24 de noviembre 2004 - 00:00

Caída del dólar no afecta a China

El escenario del mercado cambiario internacional está -una vez más- bastante conmocionado. Ahora, por la pronunciada declinación del signo monetario norteamericano contra algunas de las más importantes monedas, como el euro y el yen. Esto genera inevitablemente, ganadores y perdedores, y los ajustes consiguientes.

Respecto del euro ya se superó la barrera de 1,3 dólar, lo que supone tocar el punto más bajo de los últimos siete meses y alimentar una sensación generalizada que percibe que la tendencia a la baja de la moneda norteamericana contra el euro habrá de persistir.

Con relación al yen, hay quienes sospechan que la recuperación japonesa podría sufrir si la apreciación del yen continúa en ascenso. No obstante, el notable aumento de productividad alcanzado por las empresas japonesas en los últimos años está, por el momento, ayudándolas a que las oscilaciones cambiarias no tengan hoy el mismo efecto que tenían hace una década.

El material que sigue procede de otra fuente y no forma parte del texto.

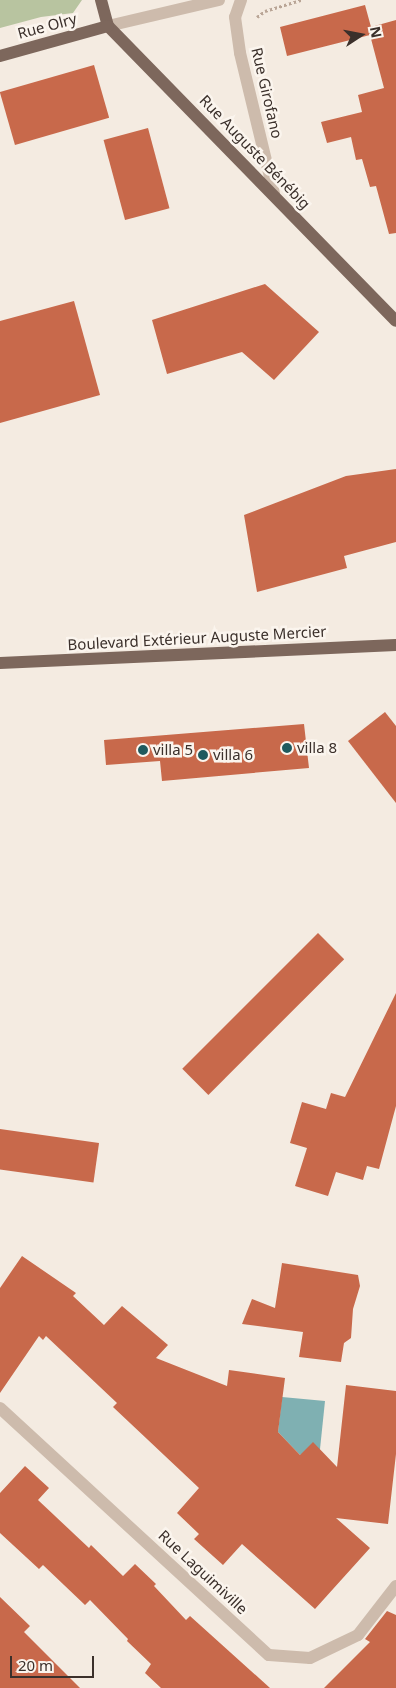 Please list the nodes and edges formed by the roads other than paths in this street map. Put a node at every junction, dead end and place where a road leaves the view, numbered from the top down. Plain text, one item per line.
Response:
1 (101, 0) edge
2 (219, 0) edge
3 (241, 0) edge
4 (108, 26) junction
5 (0, 56) edge
6 (274, 194) junction
7 (396, 321) edge
8 (396, 645) edge
9 (0, 663) edge
10 (0, 1408) edge
11 (396, 1586) edge

1 - 4 main road, Rue Auguste Bénébig
2 - 4 street, Rue Olry
3 - 6 street, Rue Girofano
4 - 5 main road, Rue Olry
4 - 6 main road, Rue Auguste Bénébig
6 - 7 main road, Rue Auguste Bénébig
8 - 9 main road, Boulevard Extérieur Auguste Mercier
10 - 11 street, Rue Laguimiville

Además, es importante destacar que los exportadores japoneses han trasladado buena parte de su producción a otras jurisdicciones, incluyendo a China. En busca de salarios más bajos y mejor situación cambiaria, esto es de mayor competitividad. En los '90, la proporción de la producción de las empresas exportadoras japonesas que provenía del exterior era del orden de apenas 5%. Hoy es de más de 14% y, para dentro de cinco años, ella estará cercana a 20%. Todos, queda visto, se defienden del caos cambiario del mundo con técnicas similares en búsqueda de mayor eficiencia y productividad.

Los productores chinos, en cambio, desde que tienen su moneda -el renminbi- «atada» al dólar, con una relación de cambio fija de 1 dólar por cada 8,28 renminbis, no han sufrido, por ahora. En rigor, han ganado en competitividad. La caída del dólar es acompañada por la del renminbi.

Pero esto probablemente no durará, desde que en 2005 China deberá reconocer, de una manera u otra, la fuerte apreciación de su moneda. No obstante, por ahora, China gana. Sus productos son hoy más baratos tanto en Europa, como en Japón, gracias a la caída del dólar. De allí que sus exportaciones sigan en aumento. Del año pasado a lo que va de éste, ellas crecieron en un tercio. Se dice rápido, pero éste, con el tamaño relativo de la economía de China, es un salto cuantitativo gigantesco. Y preocupante, aunque haya estado acompañado por un aumento similar de las importaciones de China.

No todo es color de rosa para los chinos, sin embargo. A la declinación del dólar la ha estado acompañando una fuerte suba de los precios de muchas commodities que China debe necesariamente importar para alimentar a su gigantesco aparato productivo. Los casos de los fuertes aumentos de precios del crudo y del acero son un buen ejemplo de lo que señalo.

• Destino

La gran preocupación asiática en función de los reacomodamientos cambiarios que se están produciendo es el caso de Corea del Sur. En efecto, el won se ha apreciado más que ningún otro signo monetario de la región, lo que lastima la competitividad de las empresas surcoreanas. Su robusto nivel de crecimiento de las exportaciones está disminuyendo, y se espera que esta tendencia continúe.

Entiéndase bien, no es que las exportaciones surcoreanas estén cayendo. En verdad, ellas siguen creciendo, pero ahora algo más lentamente. Y están cambiando rápidamente de destino, apuntando más hacia Europa, cuyo euro también se ha fortalecido, lo que significa que con esa moneda se puede hoy comprar más, pero la contrapartida (para preocupación de los europeos) es que también se vende menos.

La calesita cambiaria no se detiene. En este escenario, los tipos de cambio fijo -tarde o temprano- son objeto de presiones externas, en dirección a su ajuste. Los del renminbi también, por lo que habrá que seguir de cerca su evolución el año próximo. Por ahora, parece no haber consenso acerca de cómo y cuándo. Pero es cuestión de tiempo. Los analistas ya se animan a sugerir una apreciación del renminbi respecto del dólar que estiman será de -por lo menos- entre 3%-5%, para el año próximo. En este escenario, no sorprende ciertamente que las compras de letras de tesorería norteamericanas hayan caído a niveles que hoy son apenas algo más de la mitad de lo que eran hace unos pocos meses.